Khamis, a 44-year-old financial adviser, won the November election to represent San Jose’s District 10 in Almaden and Blossom valleys. His official swearing-in was Dec. 31, but he celebrated on Sunday before a crowd of some 200 well-wishers including his wife and two sons, Mayor Chuck Reed, Vice Mayor Madison Nguyen and council members Pete Constant, Pierluigi Oliverio, Rose Herrera and Kansen Chu.

“I’m deeply humbled,” Khamis told the crowd at the ceremony in City Hall’s distinctive glass rotunda after a Boy Scout troop presented the U.S. flag for the Pledge of Allegiance and a local high school freshman sang the national anthem.

Khamis thanked his wife and campaign volunteers and, introducing his new staff, urged residents to stay involved in city affairs and to phone him with thoughts and ideas.

“My door is always open,” Khamis said. “I want to make sure to get your ideas.”

Reed reformer

Khamis’ election marked a rightward turn for a City Council long dominated by liberals aligned with employee unions representing cops, firefighters and other government workers. And it came amid a fierce battle to curb runaway pension costs that led to voter approval of Reed’s reform measure in June that remains under court challenge and which union leaders blame for an officer exodus and rising crime.
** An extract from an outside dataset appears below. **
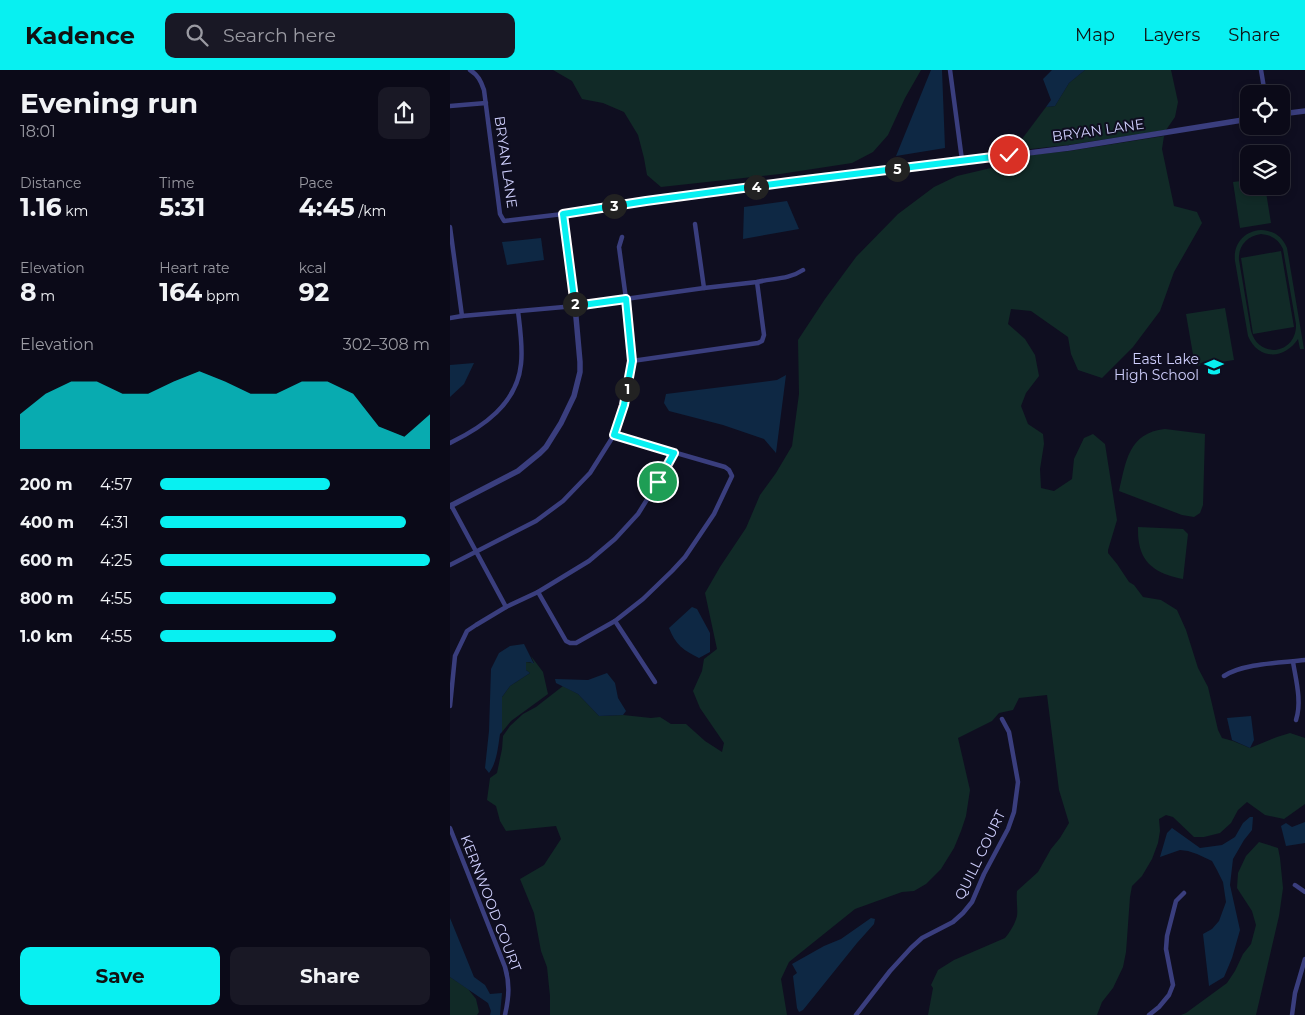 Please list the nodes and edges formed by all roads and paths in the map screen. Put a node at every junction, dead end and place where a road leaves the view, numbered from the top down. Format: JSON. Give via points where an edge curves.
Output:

Khamis succeeds Councilwoman Nancy Pyle, a retired schoolteacher and swing vote on the council often seen as sympathetic to the city’s unionized workers.

Sunday’s festivities came on a day marred by San Jose’s first homicide of 2013, which followed a year in which San Jose saw 46 killings, a 20-year high. Sunday’s killing, which many in the room weren’t even aware of, went unmentioned.

But Reed welcomed Khamis as a reliable ally in his fiscal reform agenda.

“I see reinforcement,” Reed told the crowd. “We have a lot of work to do. There’s heavy lifting to right the ship of state of San Jose. We’re all going to work together for the good of the city.”

Khamis pledged to the crowd that, “I’ll work together with my colleagues to put San Jose’s fiscal house in order and restore services.”

More diversity

Santa Clara County Supervisor Mike Wasserman introduced Khamis as the city’s first Arab-American to serve on the council and told the crowd, “You’ve elected a family man, a businessman and a public servant.”

Khamis defeated sportscaster Robert Braunstein in the November runoff.

Reed said it was nice to see “a little more diversity” on the council. Khamis, who is of Palestinian descent and grew up in San Jose, joins Nguyen, who is the city’s first Vietnamese-American council member; Chu, who is the city’s first Chinese-American council member; and Ash Kalra, the city’s first Indo-American council member.

And though the council is nonpartisan, Khamis joins Constant as the second Republican on the 11-member council long dominated by registered Democrats.

“How long has it been since two Republicans sat on the council?” asked Reed, a Democrat.

Added Constant, who said he’s San Jose’s first Greek-American councilman: “I’m excited because it doubles the Republican caucus.”